Addressing the House Subcommittee on Livestock, Dairy, and Poultry, Dr. Christine Hoang, assistant director of the AVMA Scientific Activities Division, explained that notable safeguards to animal and human health have emerged as a result of veterinarians' work with livestock.
"Our profession has made many advances in animal health and food safety—in areas such as the development and implementation of animal disease control programs and biotechnology," Dr. Hoang said. "Other successes through collaborative efforts include a decline in foodborne illness from meat and poultry products as well as a decline in the prevalence of foodborne pathogens, including Salmonella, associated with meat and poultry and resistance of those organisms."

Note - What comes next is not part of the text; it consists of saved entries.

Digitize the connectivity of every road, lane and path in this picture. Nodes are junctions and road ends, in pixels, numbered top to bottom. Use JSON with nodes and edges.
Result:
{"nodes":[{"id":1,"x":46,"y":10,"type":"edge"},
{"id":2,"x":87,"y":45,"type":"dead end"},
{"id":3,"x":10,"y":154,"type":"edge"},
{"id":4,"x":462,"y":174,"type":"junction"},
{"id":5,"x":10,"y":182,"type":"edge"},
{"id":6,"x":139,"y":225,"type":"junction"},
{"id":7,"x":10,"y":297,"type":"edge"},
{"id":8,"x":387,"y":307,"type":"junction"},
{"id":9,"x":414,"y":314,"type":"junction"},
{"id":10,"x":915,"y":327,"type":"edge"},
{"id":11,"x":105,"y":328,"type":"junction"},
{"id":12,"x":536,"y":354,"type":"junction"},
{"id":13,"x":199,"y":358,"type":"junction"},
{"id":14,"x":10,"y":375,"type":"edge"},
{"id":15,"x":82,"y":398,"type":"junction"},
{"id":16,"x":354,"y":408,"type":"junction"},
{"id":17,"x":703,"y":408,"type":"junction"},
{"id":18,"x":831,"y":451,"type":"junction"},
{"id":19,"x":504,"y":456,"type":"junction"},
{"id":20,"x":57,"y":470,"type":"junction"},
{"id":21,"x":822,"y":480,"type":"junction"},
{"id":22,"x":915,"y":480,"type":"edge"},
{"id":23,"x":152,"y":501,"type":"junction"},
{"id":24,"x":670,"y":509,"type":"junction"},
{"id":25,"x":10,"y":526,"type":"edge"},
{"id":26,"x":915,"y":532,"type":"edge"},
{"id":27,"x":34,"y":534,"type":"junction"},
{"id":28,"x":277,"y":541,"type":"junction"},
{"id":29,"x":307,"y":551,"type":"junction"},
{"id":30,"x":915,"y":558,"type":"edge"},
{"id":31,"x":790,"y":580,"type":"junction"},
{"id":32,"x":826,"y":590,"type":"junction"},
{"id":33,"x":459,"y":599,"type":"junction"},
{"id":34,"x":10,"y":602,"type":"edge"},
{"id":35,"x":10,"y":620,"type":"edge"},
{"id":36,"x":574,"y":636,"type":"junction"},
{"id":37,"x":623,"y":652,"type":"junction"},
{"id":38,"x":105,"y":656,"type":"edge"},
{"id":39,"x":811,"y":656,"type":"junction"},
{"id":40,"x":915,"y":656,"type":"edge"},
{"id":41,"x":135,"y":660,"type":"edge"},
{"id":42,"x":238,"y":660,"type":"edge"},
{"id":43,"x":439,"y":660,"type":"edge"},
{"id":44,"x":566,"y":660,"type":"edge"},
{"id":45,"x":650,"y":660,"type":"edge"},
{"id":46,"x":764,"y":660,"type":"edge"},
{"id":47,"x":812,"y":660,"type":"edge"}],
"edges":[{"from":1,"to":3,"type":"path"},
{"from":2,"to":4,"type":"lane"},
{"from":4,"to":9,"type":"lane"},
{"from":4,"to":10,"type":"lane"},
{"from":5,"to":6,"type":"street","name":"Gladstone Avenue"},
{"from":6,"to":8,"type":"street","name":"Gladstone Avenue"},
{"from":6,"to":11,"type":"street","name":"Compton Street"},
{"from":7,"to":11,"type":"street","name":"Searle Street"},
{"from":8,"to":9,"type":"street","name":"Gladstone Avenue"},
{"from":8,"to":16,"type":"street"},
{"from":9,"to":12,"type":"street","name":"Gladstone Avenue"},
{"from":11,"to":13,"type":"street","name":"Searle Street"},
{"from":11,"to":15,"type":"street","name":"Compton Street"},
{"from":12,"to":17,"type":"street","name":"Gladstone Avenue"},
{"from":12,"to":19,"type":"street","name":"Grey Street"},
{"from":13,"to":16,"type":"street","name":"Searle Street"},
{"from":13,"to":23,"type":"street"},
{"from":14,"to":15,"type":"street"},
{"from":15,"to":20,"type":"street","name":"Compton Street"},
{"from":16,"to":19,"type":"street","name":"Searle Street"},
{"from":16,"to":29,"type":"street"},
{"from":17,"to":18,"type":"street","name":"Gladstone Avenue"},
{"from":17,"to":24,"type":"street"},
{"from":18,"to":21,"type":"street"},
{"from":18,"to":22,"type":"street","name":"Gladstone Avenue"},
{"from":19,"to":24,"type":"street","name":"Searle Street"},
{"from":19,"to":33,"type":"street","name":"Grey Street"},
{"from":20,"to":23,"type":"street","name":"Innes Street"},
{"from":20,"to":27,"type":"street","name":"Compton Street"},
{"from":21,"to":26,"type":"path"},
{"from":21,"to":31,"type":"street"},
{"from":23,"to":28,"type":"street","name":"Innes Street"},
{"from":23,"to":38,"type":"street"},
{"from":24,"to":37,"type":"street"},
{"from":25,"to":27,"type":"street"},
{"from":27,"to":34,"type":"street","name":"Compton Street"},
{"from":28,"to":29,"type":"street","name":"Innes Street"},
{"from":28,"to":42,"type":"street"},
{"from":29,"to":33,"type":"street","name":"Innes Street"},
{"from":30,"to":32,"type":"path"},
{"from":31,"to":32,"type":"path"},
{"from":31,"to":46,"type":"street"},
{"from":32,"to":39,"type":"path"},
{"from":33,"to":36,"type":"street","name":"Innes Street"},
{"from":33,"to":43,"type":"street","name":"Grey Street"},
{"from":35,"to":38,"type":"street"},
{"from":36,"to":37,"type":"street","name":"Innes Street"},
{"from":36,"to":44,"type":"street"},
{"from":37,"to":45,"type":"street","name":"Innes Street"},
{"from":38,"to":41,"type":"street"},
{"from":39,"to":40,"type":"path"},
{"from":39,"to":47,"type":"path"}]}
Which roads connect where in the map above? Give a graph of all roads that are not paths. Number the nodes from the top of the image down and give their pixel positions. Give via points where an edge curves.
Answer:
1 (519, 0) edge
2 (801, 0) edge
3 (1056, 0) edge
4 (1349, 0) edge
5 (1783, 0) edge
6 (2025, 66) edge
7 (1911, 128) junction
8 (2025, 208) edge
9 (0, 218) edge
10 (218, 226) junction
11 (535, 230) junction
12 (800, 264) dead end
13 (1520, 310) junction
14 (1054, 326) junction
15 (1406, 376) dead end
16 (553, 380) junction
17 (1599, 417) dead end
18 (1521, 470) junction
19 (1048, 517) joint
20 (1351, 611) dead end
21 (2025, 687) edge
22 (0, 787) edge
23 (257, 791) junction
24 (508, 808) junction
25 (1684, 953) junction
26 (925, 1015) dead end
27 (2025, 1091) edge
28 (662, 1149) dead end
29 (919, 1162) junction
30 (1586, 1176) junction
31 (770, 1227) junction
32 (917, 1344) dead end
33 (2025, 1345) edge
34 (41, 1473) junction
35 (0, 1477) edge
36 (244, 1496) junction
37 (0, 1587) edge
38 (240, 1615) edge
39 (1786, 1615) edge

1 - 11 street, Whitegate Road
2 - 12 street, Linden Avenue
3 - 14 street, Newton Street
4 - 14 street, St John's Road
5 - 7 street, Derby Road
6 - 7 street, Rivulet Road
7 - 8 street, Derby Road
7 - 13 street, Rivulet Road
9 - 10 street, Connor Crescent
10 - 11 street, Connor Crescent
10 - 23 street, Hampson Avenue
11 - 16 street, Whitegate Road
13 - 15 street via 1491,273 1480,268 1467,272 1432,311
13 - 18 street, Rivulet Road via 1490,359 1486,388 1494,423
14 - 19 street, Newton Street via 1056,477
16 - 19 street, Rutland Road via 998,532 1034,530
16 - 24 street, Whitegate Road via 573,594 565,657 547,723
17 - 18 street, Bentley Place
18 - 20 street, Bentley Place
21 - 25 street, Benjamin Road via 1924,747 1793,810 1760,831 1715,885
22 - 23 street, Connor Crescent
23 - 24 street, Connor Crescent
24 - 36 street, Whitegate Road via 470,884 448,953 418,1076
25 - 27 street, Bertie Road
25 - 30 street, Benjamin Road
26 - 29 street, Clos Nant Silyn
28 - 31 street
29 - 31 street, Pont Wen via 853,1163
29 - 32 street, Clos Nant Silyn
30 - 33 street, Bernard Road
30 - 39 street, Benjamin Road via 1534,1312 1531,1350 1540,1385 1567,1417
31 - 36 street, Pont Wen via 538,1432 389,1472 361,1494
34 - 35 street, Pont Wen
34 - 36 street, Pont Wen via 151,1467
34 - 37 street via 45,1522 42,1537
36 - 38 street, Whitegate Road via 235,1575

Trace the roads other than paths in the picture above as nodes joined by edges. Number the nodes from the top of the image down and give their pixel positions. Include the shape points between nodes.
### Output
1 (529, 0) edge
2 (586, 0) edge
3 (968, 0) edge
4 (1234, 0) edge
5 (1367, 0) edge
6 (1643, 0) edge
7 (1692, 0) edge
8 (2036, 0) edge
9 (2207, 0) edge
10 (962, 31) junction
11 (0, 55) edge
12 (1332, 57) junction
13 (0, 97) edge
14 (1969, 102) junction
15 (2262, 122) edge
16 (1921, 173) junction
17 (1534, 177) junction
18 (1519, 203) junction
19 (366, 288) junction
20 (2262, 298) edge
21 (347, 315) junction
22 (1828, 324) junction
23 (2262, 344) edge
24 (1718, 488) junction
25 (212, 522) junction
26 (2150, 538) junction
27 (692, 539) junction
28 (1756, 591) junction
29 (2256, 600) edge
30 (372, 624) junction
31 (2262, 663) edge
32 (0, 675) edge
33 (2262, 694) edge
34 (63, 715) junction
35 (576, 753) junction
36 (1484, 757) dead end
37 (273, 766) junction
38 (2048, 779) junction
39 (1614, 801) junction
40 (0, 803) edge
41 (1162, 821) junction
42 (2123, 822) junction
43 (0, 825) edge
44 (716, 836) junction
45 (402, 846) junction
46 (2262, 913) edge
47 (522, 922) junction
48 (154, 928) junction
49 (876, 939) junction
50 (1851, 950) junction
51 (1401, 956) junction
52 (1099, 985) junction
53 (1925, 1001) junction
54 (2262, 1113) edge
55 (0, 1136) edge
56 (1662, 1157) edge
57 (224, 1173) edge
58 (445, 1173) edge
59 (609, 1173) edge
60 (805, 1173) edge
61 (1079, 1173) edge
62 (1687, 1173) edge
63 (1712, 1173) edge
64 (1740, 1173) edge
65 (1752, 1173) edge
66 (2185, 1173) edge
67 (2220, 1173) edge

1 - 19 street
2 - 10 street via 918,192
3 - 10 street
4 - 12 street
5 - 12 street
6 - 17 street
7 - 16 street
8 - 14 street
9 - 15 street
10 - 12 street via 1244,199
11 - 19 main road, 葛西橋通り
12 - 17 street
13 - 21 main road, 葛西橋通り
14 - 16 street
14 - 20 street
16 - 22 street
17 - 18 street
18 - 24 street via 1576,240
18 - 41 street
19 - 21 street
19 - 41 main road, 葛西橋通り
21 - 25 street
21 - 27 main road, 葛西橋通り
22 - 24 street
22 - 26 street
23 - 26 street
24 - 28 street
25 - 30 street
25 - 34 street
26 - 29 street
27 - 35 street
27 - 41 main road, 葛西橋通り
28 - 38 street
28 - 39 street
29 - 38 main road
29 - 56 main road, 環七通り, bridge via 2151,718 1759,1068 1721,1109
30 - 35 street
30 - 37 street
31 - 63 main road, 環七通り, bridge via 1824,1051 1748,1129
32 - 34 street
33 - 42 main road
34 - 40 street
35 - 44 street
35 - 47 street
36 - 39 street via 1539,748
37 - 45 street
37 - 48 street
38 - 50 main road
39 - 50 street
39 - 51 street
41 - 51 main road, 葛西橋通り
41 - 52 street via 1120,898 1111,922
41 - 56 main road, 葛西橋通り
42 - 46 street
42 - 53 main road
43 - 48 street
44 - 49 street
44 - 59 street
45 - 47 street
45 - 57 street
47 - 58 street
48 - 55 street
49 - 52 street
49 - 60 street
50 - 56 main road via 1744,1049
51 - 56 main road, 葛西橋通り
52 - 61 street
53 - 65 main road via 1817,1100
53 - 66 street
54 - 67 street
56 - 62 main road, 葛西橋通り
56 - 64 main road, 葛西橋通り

The hearing also covered the judicious use of antimicrobials by veterinarians and whether human antimicrobial resistance can be linked to use of antimicrobials to treat food animals. The AVMA testimony in June at a Senate hearing on antimicrobial resistance addressed concerns that using antimicrobials in food animals leads to human resistance (see JAVMA, Aug. 1, 2008).
Dr. Hoang reiterated the benefits of maintaining animal health with the use of antimicrobials. "Several risk assessments demonstrate a very low risk to human health from the use of antimicrobials in food animals, and more significantly, some models predict an increased human health burden if the use is withdrawn," she testified.
Additionally, Dr. Hoang told the subcommittee the AVMA does not believe that additional regulation of the uses of antimicrobials or other therapeutic agents in veterinary medicine and animal agriculture is necessary. She also spoke about the importance of the Food Animal Residue Avoidance Databank—a critical but chronically underfunded program on which veterinarians, livestock producers, state and federal regulators, and extension specialists depend.
The AVMA's written testimony is posted on the Association's food safety advocacy Web site, www.keepourfoodsafe.org.